Interview Magazine - November 2001

 

Stateside

Kelly Hogan Review - Interview Magazine

The song '(You Don't Know) The First Thing About Blue' 
was written by John Paul Keith.

 

DAYS BETWEEN STATIONS   BY GREIL MARCUS

A TORCH SINGER OFFERS HOPE

          I had no problem playing Kelly Hogan’s Because It Feel Good (Bloodshot Records) over and over in the days after the attacks on New York and Washington, D.C.   It was sitting in the CD player. I’d stumbled on it the week before. It sounded OK. It wasn’t as If I cared if I heard anything else. I was taking a break from the tele­vision, scared that I’d miss something. Hoping I’d miss something. Hogan has a past; doesn’t everybody?  If you want her life story you can look it up. Maybe on a better day you’ll run Into her and she’ll tell you hers and you can tell her yours.

     On Because It Feel Good Hogan is a torch singer. That doesn’t mean comes it off like the Statue of Liberty, though the image comes to mind. The Statue of Liberty might have been taken out, too; it might be taken out tomorrow. But in a way the metaphors the times force on music are always apt, can always tell you something if you let them. What is a torch singer but someone appearing in front of other people—maybe standing tall, maybe slumping, maybe sitting in a chair—and testifying that the worst life has to offer can’t kill her? Or hasn’t yet? You might hear endurance, you might hear triumph, you might hear a death waiting just off stage, suicide in one tune, murder in another, the end of the world in a third. “Our love will last till the end of time” means that time can come to an end.

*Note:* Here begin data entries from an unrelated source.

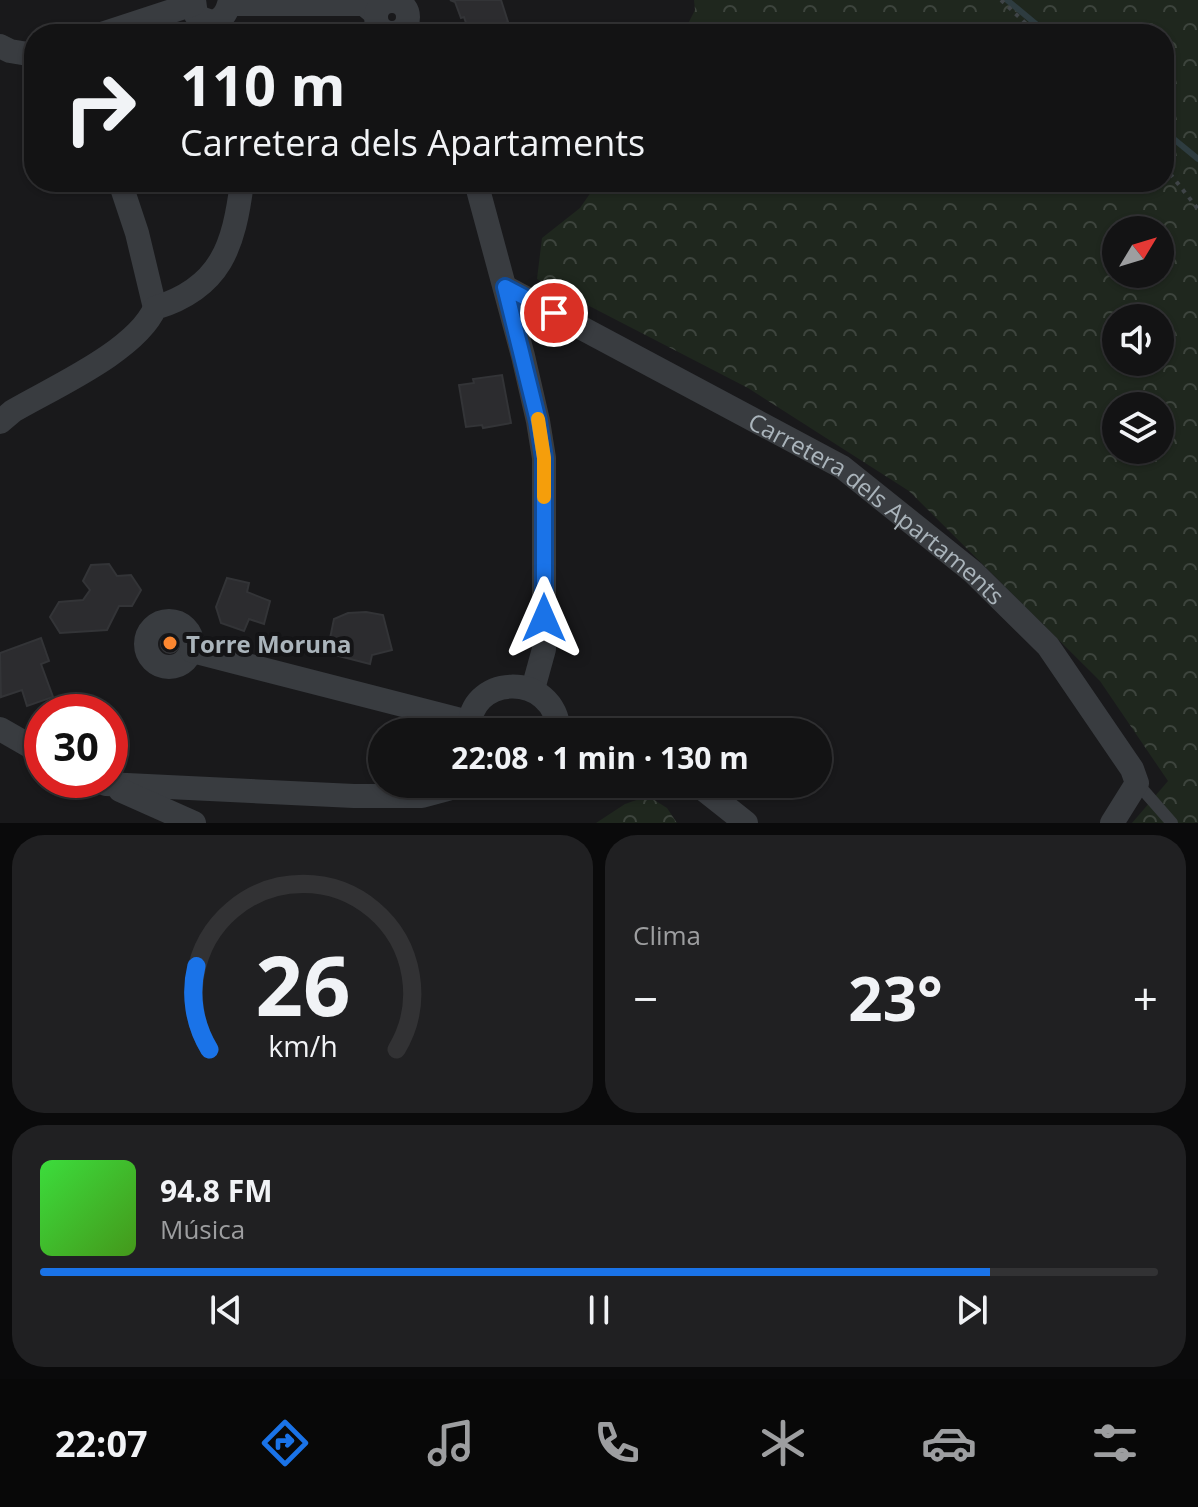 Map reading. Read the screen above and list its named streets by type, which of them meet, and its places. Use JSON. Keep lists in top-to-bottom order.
{
  "streets": {
    "street": ["Carretera dels Apartaments"]
  },
  "places": ["Torre Moruna"],
  "north": "top right",
  "page": {
    "turn": ["110 m", "Carretera dels Apartaments"],
    "limit": "30",
    "trip": "22:08 · 1 min · 130 m",
    "tile": "Clima",
    "heat": ["−", "23°", "+"],
    "song": ["94.8 FM", "Música"],
    "tabs": "22:07",
    "gauge": ["26", "km/h"]
  }
} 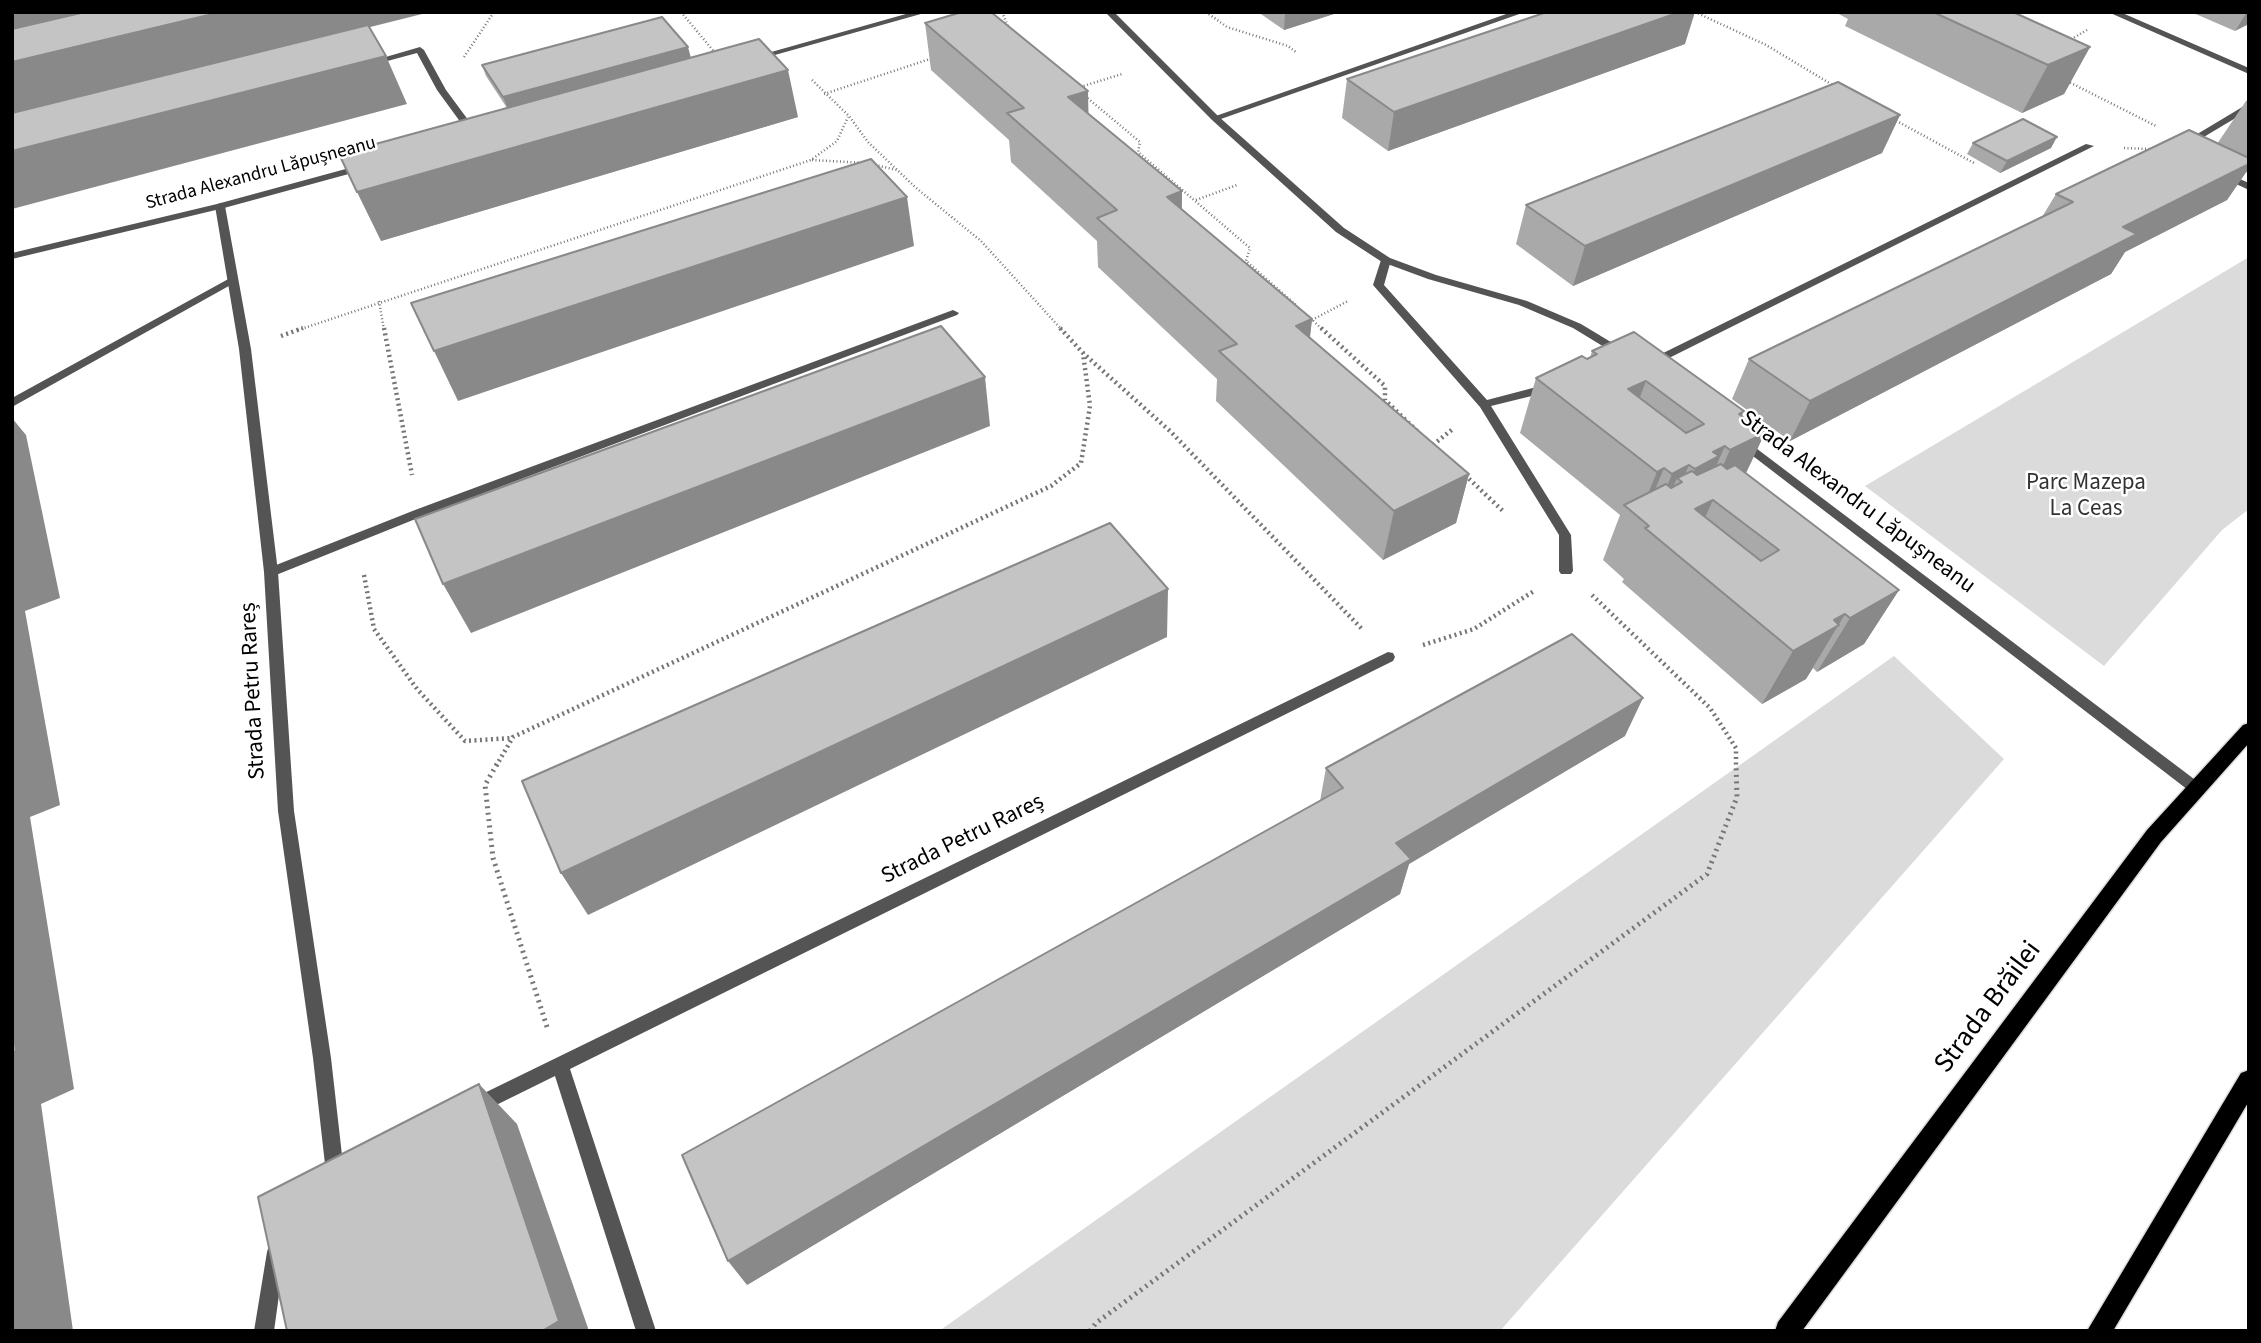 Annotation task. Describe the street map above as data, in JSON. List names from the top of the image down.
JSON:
{
  "streets": {
    "main road": ["Strada Brăilei"],
    "street": ["Strada Alexandru Lăpușneanu", "Strada Petru Rareș"]
  },
  "crossings": [
    ["Strada Alexandru Lăpușneanu", "Strada Petru Rareș"],
    ["Strada Alexandru Lăpușneanu", "Strada Brăilei"]
  ],
  "parks": ["Parc Mazepa La Ceas"]
} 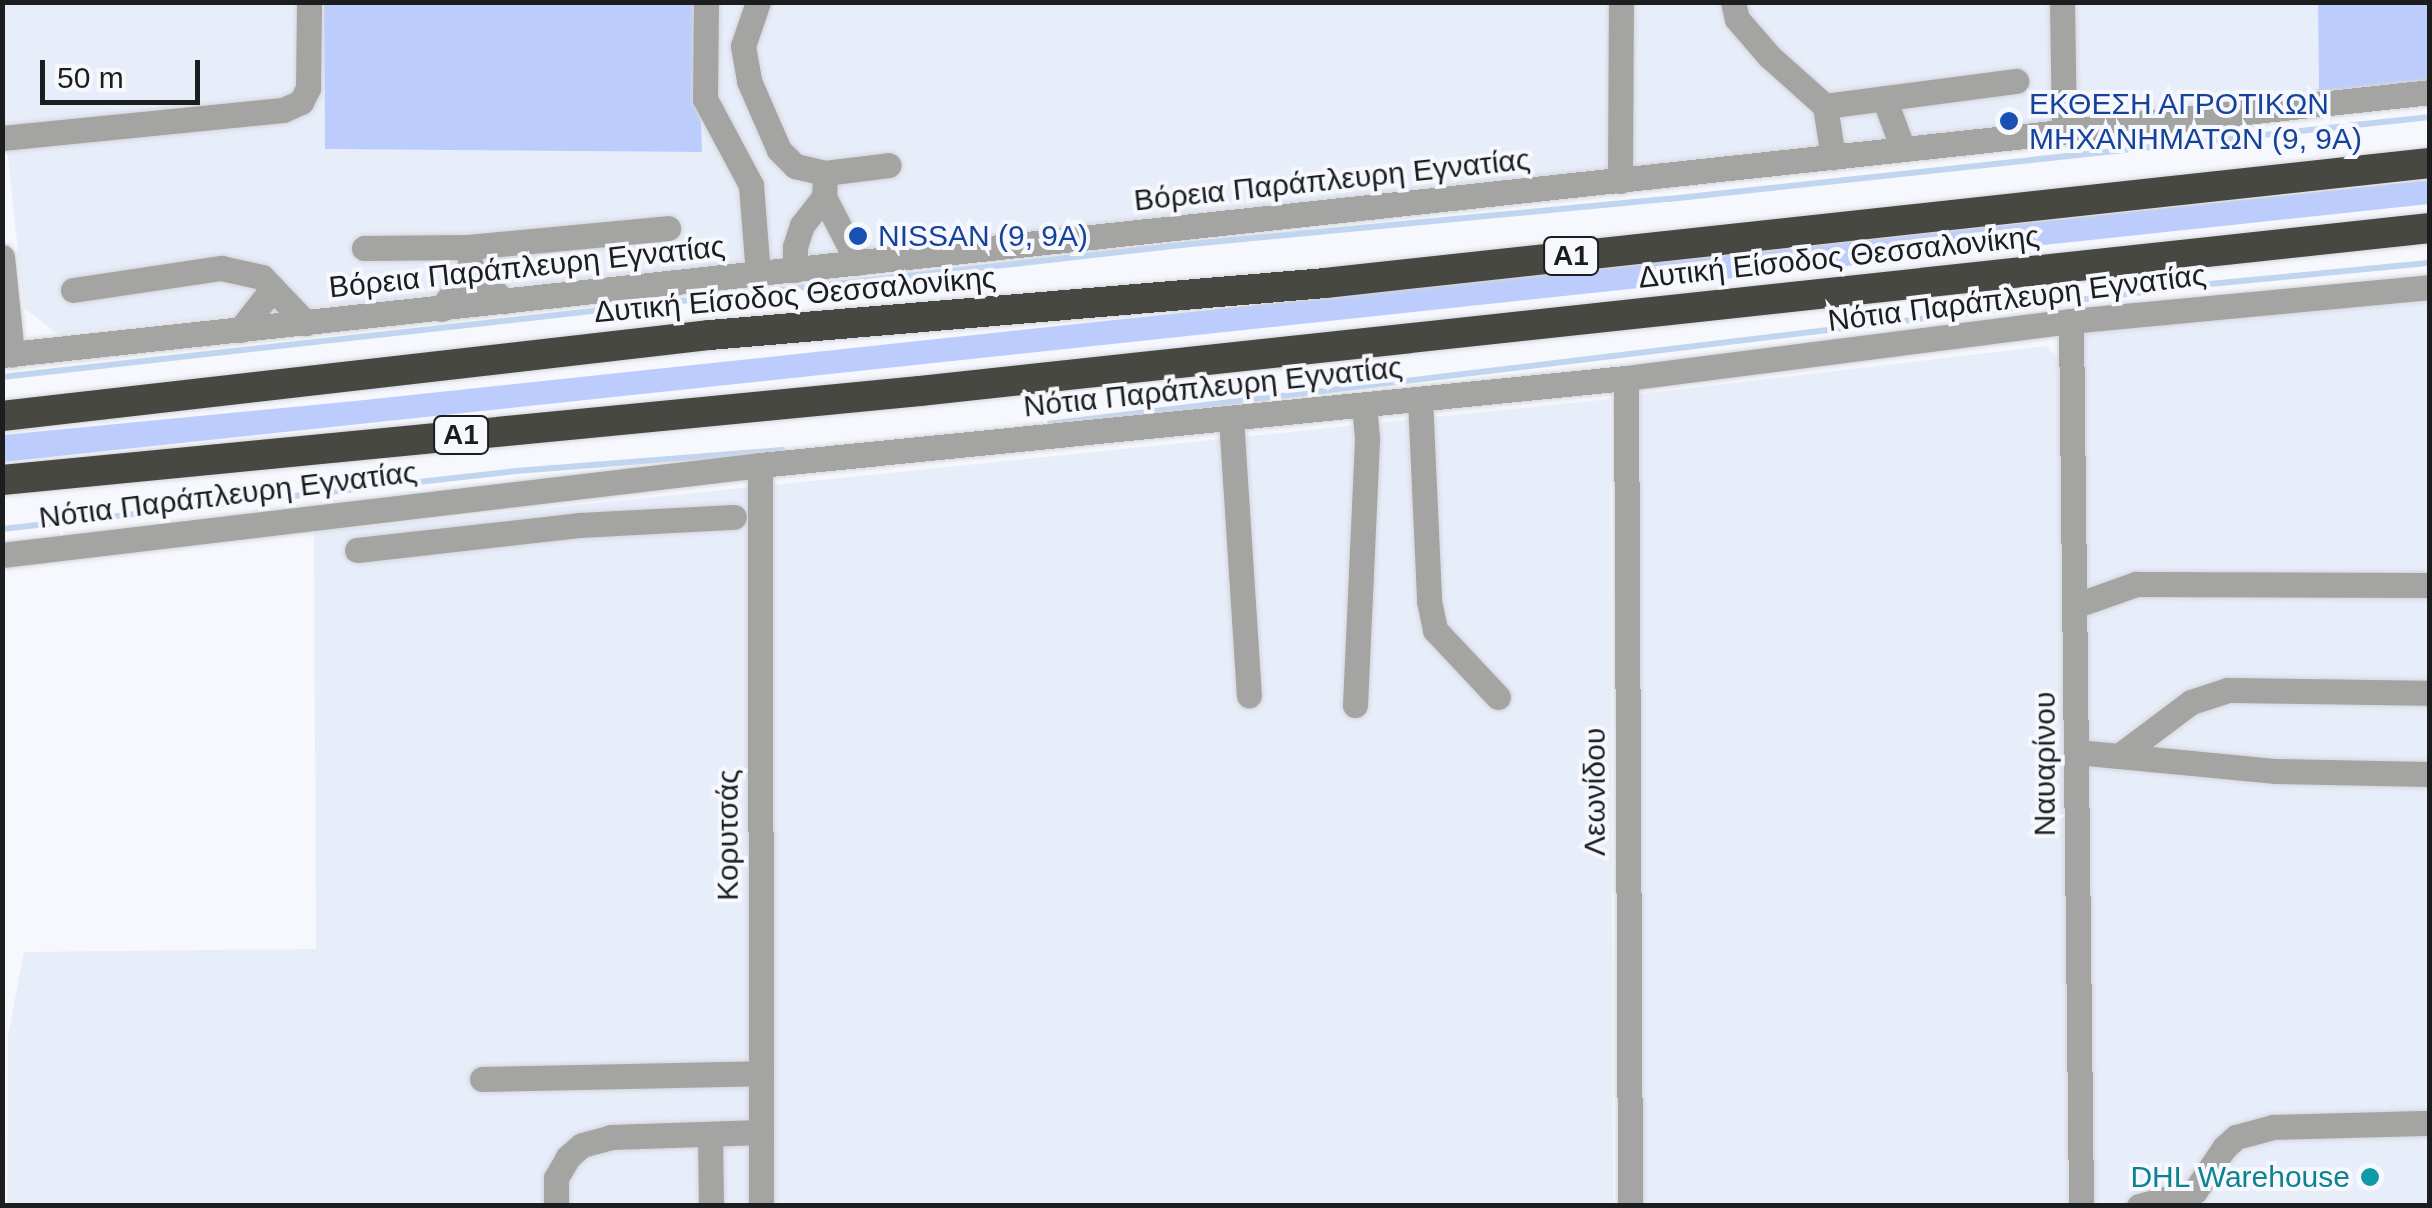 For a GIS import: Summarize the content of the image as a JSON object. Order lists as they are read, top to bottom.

     As Hogan sings, you are hearing a woman who sounds as if she can say anything, even if she also sounds as if she’s holding back at least half of what she has to say. Half of herself: she might need it someday. That’s the feeling on “(You Don’t Know) the First Thing About Blue.”   She takes you all the way into the song in an instant. She calls back the mystical nowhere Paula Frazer explored a few years back with her band Tarnation—a nowhere you knew had to be somewhere on Route 68, though now it might as well be in some downtown New York City bar.  Has everything changed? Has nothing changed? If history is made at night, does that mean history can really change the heart? Hogan merely comes down the stairs of the song, quietly, slowly, with a slow, quiet menace. She seems almost to regret the fact that the person she’s singing to will never learn, will make the same mistakes again and again and again.

     An echoed, chiming guitar comes in behind her, taking the story into the past, letting the singer walk past it into the future. “You say you’ll cry If you lose my loving,” she comes back to say. “You say you just don’t know... what you’ll do. Believe me, baby, you ain’t seen nothing-- Hogan lets the last line go into the air like smoke, Just as she’s already caressed “you’ll do” into a melodic curve so sensual it’s as if for a second she’s forgotten who she’s singing to or why.

     In its lack of any need to press, any need to make sure you get the point or appreciate how good the singer is, “The First Thing About Blue” radiates out across the album. It gives weight even to “No, Bobby Don’t,” a throwback to the sort of 1950s teen sob that could have been sung by anyone from Belle Midler to Rosie and the Originals (not only does the guitar play those “Angel Baby” triplets, the strings do). By the end of Because It Feel Good, the little ditty has faded into the plain desperation of Charlie Rich’s “Stay.” into the simple terror of Randy Newman’s “Living Without You.” As with a 1960s soul singer, there’s a stillness in each note. It you’ve heard the songs before, you probably won’t remember where.

     The torch singer wears her heart on her sleeve. Today on Hogan it looks good, like a dress she’s had for years that simply didn’t look right until now, when something in the air brought it into style. Up against the facts of life it’s the smallest thing in the world, but you pick up the pieces one by one.